As to the future, I think we’re going to get the most predictable of outcomes: Golden State and Cleveland will advance. Houston has been surprisingly good, considering how relatively little has been expected of them. Atlanta has had their best year ever and will be thrilled with this year no matter what. I hope they both head home feeling frustrated and hopeful for the future. But they’re heading home. Curry and the Warriors are just too skilled and too well-coached. The Cavs are clicking as a unit and Lebron has made it to the Finals four years in a row. Their superstar showdown beckons.
Travis: I have to disagree with you about those Cavs. The biggest reason that the Clippers fell apart was because of that weak bench, as you said. Have you looked at the Cavs? Their bench is full of the Mike Millers and Shawn Marions of the world. Hell, even Kendrick Perkins makes an appearance. The loss of Kevin Love as the stretch-four has reduced the Cavs to starting Tristan Thompson, who’s a great big but better suited for a role coming off the bench in relief than as a starter logging massive minutes. The immaturity of J.R. Smith in the first round bit them in the ass, and he’s their spark off the bench. Which is fine, if he’s on, but he’s notoriously streaky. Imam Shumpert is a great defender, but is also inconsistent. And Kyrie came off the floor limping after that last game, and even beyond that, he’s not 100%. The Hawks are primed for pulling off an Orlando Magic style upset – against the same team that suffered that indignity before.
Speaking of, I feel like the Rockets will test the Warriors a bit. That Game 6 unit with Dwight Howard, Josh Smith, and Corey Brewer looked vaguely old-school, ready to brawl at a moment’s notice. It’s weird that the best thing that could have happened to the Rockets was James Harden disappearing so that Dwight and J-Smith could play AAU Reunion ball…but it was a thing that happened. The Rockets will test the Warriors. They won’t win – you’re right about predictability, but it’ll at least be entertaining. Right?

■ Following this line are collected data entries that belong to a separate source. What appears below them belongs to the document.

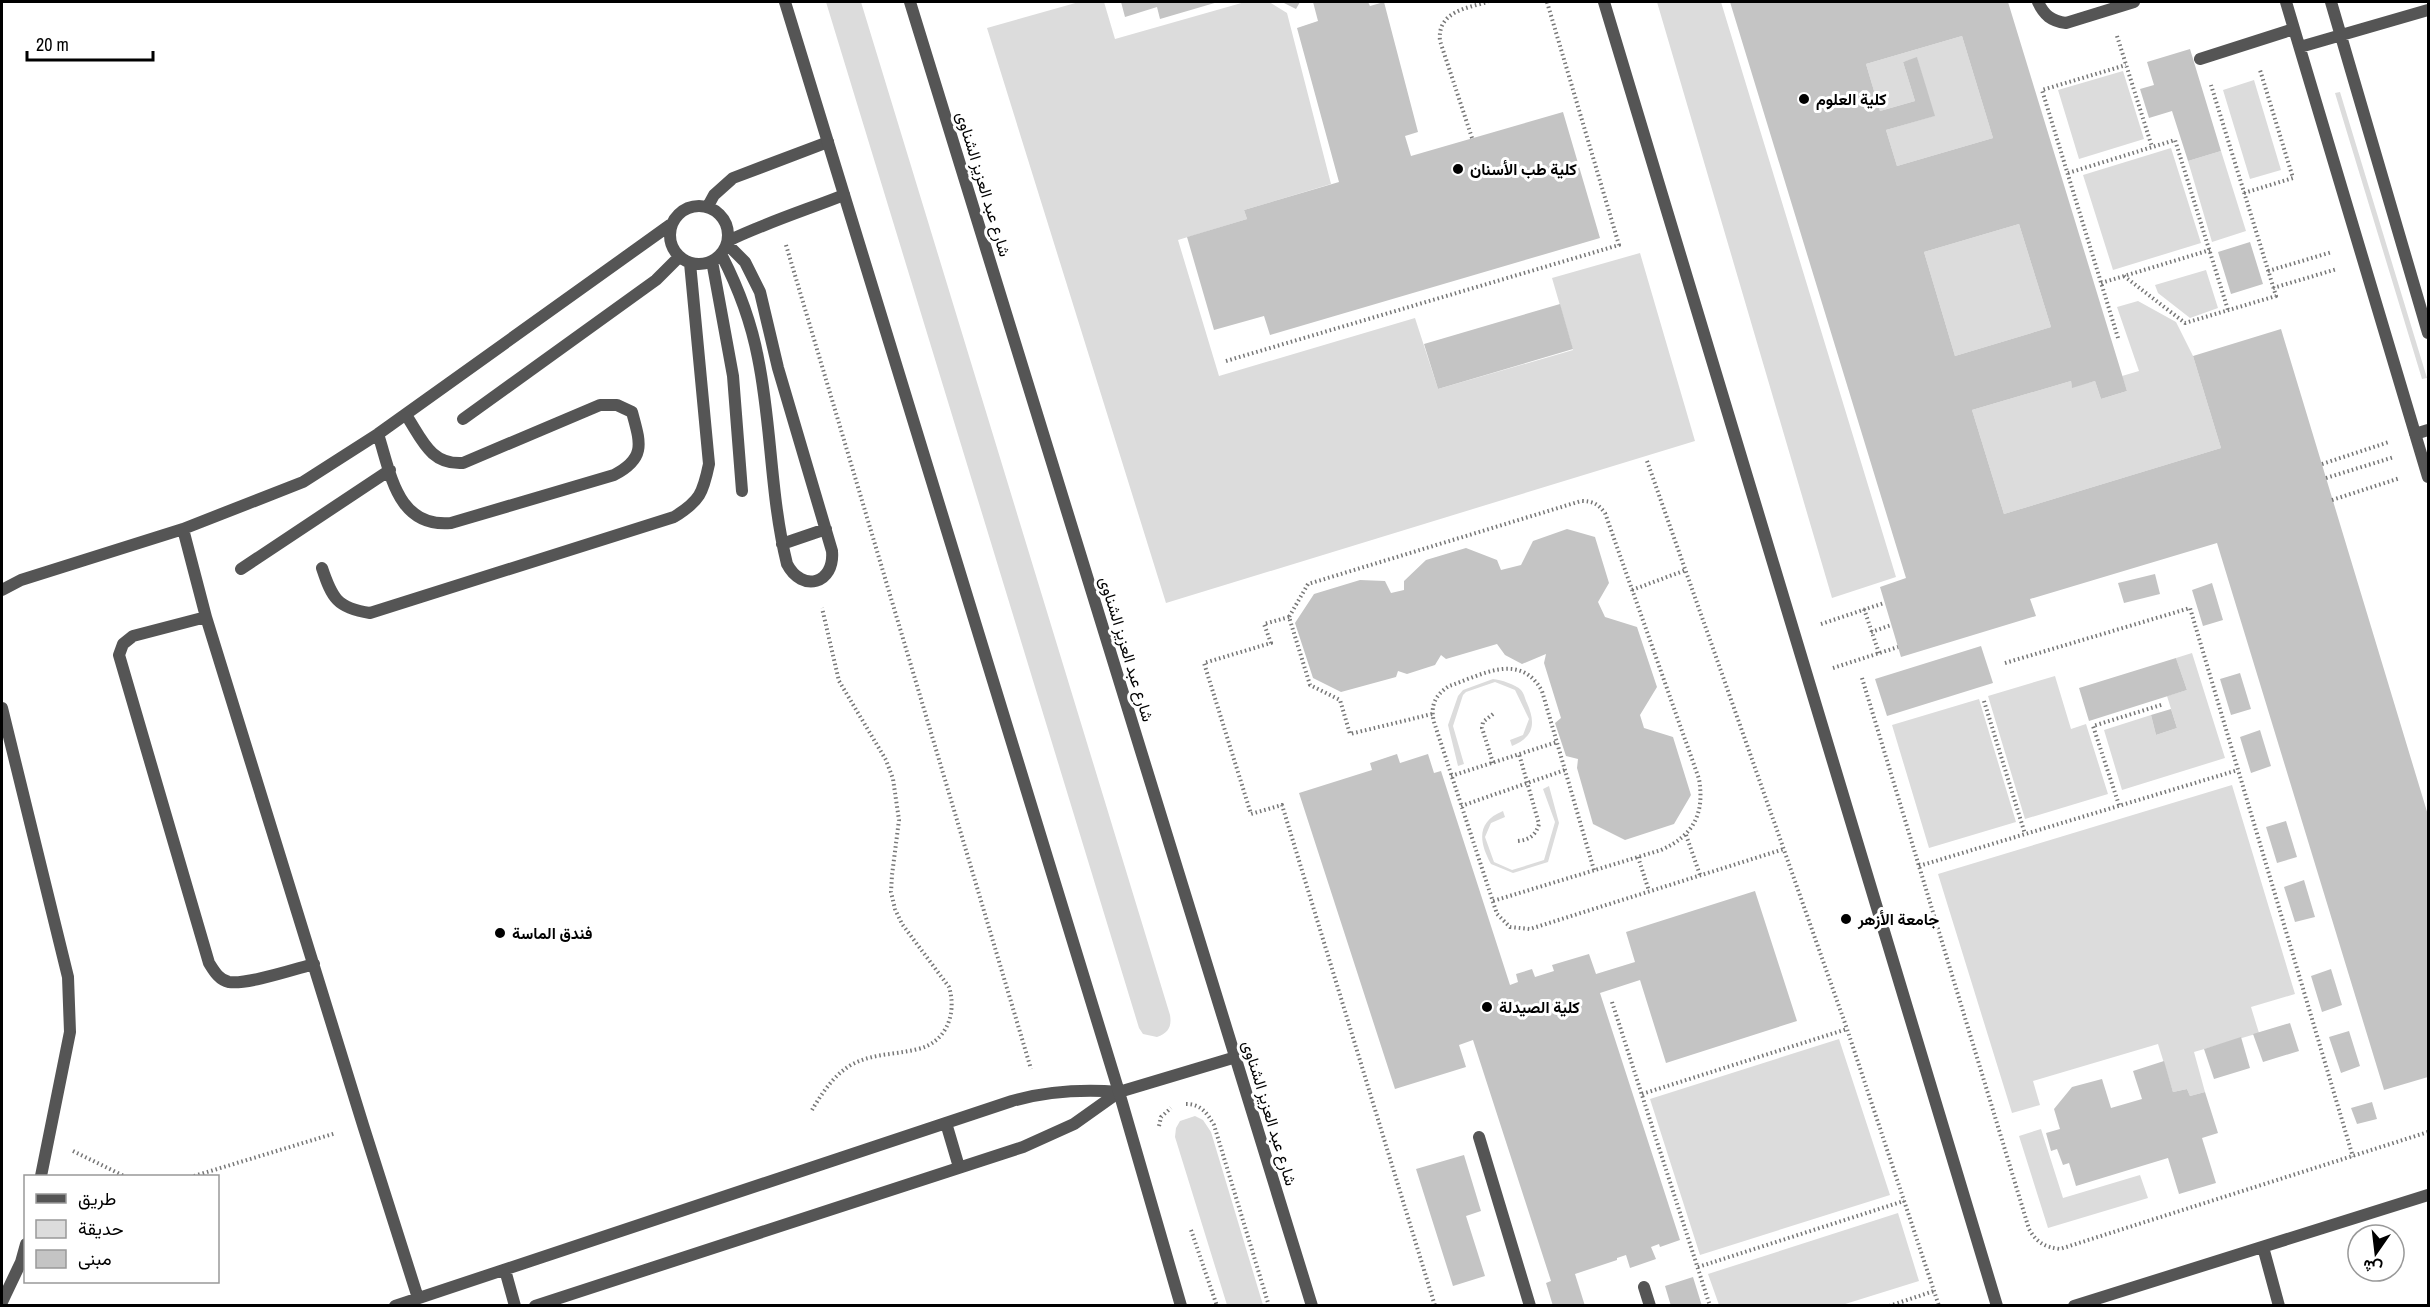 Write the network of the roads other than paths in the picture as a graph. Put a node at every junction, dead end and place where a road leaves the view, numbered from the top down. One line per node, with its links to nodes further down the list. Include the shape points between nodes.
1 (785, 2): 13 (street)
2 (910, 2): 37 (street, شارع عبد العزيز الشناوى)
3 (1604, 2): 57 (street)
4 (2038, 2): 5 (street, via 2042,11 2056,22 2075,21)
5 (2134, 2)
6 (2286, 2): 9 (street)
7 (2331, 2): 10 (street)
8 (2428, 9): 10 (street)
9 (2294, 29): 11 (street); 12 (street)
10 (2341, 35): 11 (street); 19 (street)
11 (2300, 47): 24 (street)
12 (2200, 59)
13 (828, 142): 14 (street); 15 (street, via 733,178)
14 (844, 195): 17 (street, via 758,227); 38 (street)
15 (708, 206): 16 (street, via 686,208); 17 (street, via 725,221)
16 (670, 225): 18 (street, via 672,248); 20 (street)
17 (722, 250): 18 (street, via 701,264); 27 (street); 29 (street, via 745,262 760,292); 30 (street, via 738,288 758,357)
18 (684, 260): 21 (street); 31 (street, via 709,464 704,488 694,504 674,517 370,613 351,610 338,602 329,590)
19 (2428, 333)
20 (406, 415): 23 (street); 25 (street, via 436,458 449,464 463,464 600,405 617,405 632,412 640,442 637,456 628,468 451,523 436,524 410,512)
21 (463, 419)
22 (2428, 430): 24 (street)
23 (378, 434): 25 (street); 28 (street, via 303,482)
24 (2415, 434): 26 (street)
25 (390, 470): 32 (street)
26 (2428, 477)
27 (742, 491)
28 (183, 529): 33 (street, via 21,580); 34 (street)
29 (826, 530): 30 (street); 30 (street, via 833,564 827,575 816,581 803,581 792,574)
30 (782, 544)
31 (322, 568)
32 (241, 569)
33 (2, 590)
34 (206, 617): 36 (street); 36 (street, via 134,636 123,644 119,655 209,963 216,975 229,982)
35 (2, 708): 42 (street, via 68,977 70,1032)
36 (314, 964): 48 (street)
37 (1236, 1057): 38 (street); 54 (street, شارع عبد العزيز الشناوى)
38 (1119, 1092): 39 (street, via 1065,1090 1038,1094); 41 (street, via 1049,1137); 53 (street)
39 (946, 1123): 41 (street); 46 (street)
40 (1479, 1137): 55 (street)
41 (959, 1167): 52 (street)
42 (41, 1175)
43 (2428, 1195): 44 (street)
44 (2264, 1247): 58 (street); 59 (street)
45 (24, 1251): 49 (street)
46 (505, 1270): 48 (street); 51 (street)
47 (1644, 1287): 56 (street)
48 (418, 1298): 50 (street)
49 (2, 1302)
50 (395, 1305)
51 (515, 1305)
52 (535, 1305)
53 (1181, 1305)
54 (1312, 1305)
55 (1530, 1305)
56 (1650, 1305)
57 (1997, 1305)
58 (2074, 1305)
59 (2279, 1305)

Bean: Basketball is inherently entertaining, but I’m not really expecting these series to be the knock-down drag-out brawls that make for great Playoff series. The Rockets seem to only play in blow-outs, regardless of whether they are winning or losing. They might be able to get one of those against the Warriors, but more than that seems like a dream. Unless something bananas happens I’d expect the Warriors to dominate the Western Finals, which would be an odd ending to the season-long battle royale that the West was this year.
In the East, you’re right that the Cavs don’t have a super team. It’s better constructed than those 2007-09 Cavs teams that Lebron dragged into contention, but the loss of Kevin Love really does hurt. They will have to rely more on post play and the Lyrie/Lebron duo dominating. But that’s the thing that will do it for them, I think. Atlanta is a very good team and I love that they play without a superstar like those mid-2000’s Pistons squads. But you know what ended the reign of those Pistons? A chippy Cavs team of replacement-level players and Lebron. The NBA game can allow a superstar to carry the team on his back. Another All-Star player on the squad makes things feel even more certain to me. Cavs advance and bring Cleveland to the precipice of the promised land.